And flip y calculation, set iterations to 64 and set output color rg=(1.0f - float(i) / float(MAXITER).

Increase to 40 spheres by forcing multiply-accumulate in some places. Made the center sphere a bit bigger and placed the rotating spheres a bit closer to each other, since there was cycles to spare:

Also a slight movement speedup, so it doesn't compare directly to the previous version:

Finally! 36 spheres on the Mellanox TILE-Gx36, ie. 1 sphere per core. (Actually slightly more since 1 core is used for administration) Had to do some counter-intuitive restructuring of the loops to max it out. Gcc 6.3 still cannot create optimal loops. Hmm.
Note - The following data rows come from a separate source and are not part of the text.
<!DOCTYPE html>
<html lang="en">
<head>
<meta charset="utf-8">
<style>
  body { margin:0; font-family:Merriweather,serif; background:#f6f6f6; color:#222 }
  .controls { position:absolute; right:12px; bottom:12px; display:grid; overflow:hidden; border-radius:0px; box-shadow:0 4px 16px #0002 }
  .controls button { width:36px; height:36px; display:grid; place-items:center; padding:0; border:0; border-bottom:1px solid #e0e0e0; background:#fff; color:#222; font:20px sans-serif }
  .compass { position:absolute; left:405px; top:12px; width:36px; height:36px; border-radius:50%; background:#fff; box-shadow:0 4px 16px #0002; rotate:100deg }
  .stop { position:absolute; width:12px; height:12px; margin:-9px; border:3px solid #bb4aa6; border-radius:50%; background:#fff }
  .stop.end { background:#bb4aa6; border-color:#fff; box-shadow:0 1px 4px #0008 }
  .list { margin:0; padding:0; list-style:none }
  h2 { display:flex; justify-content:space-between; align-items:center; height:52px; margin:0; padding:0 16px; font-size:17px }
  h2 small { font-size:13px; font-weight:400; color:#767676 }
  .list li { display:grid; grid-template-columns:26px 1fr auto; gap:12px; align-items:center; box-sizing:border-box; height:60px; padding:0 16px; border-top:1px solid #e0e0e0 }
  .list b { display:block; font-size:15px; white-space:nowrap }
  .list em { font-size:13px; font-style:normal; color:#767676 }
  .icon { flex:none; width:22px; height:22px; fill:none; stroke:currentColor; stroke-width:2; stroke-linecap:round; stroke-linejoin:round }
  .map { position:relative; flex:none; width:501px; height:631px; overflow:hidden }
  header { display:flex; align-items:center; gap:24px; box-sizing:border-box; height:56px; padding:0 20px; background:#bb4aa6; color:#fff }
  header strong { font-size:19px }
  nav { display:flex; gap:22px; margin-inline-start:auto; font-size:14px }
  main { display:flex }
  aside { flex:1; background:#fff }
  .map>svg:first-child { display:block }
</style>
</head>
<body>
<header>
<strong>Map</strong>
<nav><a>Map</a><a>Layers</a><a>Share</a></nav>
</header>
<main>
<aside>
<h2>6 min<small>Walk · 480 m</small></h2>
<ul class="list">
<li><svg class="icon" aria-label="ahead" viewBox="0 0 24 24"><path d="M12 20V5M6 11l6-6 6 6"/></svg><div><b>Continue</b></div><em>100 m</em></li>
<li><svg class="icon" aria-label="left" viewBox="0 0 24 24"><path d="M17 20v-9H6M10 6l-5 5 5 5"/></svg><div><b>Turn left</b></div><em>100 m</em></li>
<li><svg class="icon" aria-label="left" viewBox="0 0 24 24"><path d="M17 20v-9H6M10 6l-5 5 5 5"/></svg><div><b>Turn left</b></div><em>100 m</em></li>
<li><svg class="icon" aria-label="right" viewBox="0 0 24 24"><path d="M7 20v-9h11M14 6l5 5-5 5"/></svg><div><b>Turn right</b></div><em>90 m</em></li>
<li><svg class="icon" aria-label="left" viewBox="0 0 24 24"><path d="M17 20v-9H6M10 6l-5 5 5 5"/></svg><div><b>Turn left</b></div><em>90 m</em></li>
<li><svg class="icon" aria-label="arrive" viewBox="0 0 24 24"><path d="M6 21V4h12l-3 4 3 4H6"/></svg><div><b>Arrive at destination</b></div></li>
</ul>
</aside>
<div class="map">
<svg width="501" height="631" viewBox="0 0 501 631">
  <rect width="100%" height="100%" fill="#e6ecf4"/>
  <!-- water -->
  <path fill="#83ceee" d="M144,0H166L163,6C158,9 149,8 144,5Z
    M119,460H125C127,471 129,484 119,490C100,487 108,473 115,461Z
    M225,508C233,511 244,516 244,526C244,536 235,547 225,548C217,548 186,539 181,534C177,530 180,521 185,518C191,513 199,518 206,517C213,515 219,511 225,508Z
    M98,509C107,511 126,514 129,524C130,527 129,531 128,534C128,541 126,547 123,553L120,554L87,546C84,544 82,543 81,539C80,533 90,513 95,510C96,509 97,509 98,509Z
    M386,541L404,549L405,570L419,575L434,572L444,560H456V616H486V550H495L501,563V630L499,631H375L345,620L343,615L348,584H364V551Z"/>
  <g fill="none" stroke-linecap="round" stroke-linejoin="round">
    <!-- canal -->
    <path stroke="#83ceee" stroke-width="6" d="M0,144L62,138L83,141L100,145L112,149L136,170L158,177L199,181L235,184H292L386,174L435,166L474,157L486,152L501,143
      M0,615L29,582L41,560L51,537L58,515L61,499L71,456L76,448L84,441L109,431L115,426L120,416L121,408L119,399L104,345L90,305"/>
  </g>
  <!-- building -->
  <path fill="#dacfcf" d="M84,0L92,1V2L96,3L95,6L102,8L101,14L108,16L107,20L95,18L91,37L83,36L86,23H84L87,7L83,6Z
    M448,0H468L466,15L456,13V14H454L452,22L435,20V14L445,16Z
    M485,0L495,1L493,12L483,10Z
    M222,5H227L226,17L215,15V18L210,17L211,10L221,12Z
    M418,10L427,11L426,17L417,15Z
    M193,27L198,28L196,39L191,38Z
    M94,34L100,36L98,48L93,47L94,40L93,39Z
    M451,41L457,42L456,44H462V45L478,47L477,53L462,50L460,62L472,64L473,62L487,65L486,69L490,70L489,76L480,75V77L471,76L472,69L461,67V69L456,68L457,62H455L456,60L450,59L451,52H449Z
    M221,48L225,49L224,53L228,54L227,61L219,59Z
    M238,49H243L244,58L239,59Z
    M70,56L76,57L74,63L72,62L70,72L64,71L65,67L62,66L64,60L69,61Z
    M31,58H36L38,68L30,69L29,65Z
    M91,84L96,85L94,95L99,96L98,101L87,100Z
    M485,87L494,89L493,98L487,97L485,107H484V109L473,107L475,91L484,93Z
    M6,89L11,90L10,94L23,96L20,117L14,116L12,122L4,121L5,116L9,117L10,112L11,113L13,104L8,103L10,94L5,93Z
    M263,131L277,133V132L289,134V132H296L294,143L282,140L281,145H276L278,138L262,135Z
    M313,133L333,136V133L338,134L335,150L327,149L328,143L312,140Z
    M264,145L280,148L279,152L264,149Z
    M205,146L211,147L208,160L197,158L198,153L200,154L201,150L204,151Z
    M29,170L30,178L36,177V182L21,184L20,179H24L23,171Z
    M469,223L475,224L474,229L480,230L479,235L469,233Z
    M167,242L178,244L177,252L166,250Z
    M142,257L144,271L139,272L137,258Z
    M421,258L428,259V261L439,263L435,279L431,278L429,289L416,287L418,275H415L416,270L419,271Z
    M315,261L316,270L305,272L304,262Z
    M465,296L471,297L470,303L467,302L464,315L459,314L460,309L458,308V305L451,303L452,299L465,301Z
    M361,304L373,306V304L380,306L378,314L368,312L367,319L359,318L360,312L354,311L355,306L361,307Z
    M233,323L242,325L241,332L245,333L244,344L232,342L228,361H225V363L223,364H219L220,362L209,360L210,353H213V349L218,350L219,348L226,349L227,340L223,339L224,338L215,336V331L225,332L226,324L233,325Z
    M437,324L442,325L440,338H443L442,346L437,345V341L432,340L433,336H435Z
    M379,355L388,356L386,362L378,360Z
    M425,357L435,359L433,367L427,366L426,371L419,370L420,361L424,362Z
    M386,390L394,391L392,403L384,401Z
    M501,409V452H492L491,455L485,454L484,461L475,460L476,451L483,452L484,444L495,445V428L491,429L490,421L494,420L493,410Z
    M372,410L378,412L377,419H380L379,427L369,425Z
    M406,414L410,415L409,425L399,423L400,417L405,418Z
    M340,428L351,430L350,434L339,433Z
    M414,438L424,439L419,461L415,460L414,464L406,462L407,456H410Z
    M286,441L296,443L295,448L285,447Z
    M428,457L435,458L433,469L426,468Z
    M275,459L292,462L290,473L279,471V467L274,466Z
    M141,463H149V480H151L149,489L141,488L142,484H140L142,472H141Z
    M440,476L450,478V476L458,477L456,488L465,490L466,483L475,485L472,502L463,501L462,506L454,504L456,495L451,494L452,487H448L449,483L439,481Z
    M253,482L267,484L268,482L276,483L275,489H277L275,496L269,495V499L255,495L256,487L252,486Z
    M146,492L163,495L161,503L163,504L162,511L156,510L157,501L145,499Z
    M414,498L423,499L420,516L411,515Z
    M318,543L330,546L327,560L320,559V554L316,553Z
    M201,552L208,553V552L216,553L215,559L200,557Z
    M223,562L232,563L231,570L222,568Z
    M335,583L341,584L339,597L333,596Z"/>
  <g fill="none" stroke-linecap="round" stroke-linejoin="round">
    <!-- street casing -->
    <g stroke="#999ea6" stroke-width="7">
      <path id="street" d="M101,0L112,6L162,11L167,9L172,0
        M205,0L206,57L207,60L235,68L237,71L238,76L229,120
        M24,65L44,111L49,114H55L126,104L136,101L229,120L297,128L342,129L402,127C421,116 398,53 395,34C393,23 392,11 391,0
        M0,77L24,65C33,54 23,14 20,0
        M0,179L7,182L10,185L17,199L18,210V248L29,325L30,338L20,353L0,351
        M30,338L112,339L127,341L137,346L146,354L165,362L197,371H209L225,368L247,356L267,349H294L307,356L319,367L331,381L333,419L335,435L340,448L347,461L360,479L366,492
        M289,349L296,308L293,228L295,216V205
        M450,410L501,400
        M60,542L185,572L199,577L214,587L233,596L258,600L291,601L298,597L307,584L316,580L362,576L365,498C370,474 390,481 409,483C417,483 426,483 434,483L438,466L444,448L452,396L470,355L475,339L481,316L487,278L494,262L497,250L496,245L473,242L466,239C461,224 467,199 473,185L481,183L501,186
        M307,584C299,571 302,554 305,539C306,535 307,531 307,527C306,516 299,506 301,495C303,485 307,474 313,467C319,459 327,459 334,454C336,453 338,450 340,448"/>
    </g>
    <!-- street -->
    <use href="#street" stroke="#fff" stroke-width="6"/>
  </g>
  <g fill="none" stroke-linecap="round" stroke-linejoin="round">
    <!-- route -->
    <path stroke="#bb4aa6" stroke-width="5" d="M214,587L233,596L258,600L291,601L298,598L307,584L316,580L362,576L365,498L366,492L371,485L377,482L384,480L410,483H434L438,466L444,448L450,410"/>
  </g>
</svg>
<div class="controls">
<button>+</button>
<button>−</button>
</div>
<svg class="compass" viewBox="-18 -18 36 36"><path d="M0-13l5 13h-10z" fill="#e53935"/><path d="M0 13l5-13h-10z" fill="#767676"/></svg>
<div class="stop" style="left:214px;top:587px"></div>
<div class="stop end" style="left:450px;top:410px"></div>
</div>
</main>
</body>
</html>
Load measurement of 3600 frames:

32 spheres integer raytracer on Mellanox TILE-Gx36:

Pretty much same as the old one, but uses custom float to integer and vice versa conversion routines with only as much precision as needed. N-R steps in inv_float() moved to int. Higher precision fixed point removes most of the bugs in the first video.

20 spheres integer raytracer on Mellanox TILE-Gx36:

Not as simple as it sounds. Using fix16 format is one option, but there's no point in getting stuck with max 32 bit operations on a 64 bit architecture. The compiler tends to pollute 32 bit operations with interleaves, and there's no 64x64 bit multiply. But there's a collection of 32x32->64 bit multiply operations, so force them with (int64_t)__insn_mul_ls_ls() and keep the base data type as 64 bit. Leave add/sub etc. as is. Keep fast_sqrt() and fast_inv_sqrt() in float. Check generated code often! Could probably pack data tighter and optimize it more, but 20 spheres was more than expected. Let's quit while ahead!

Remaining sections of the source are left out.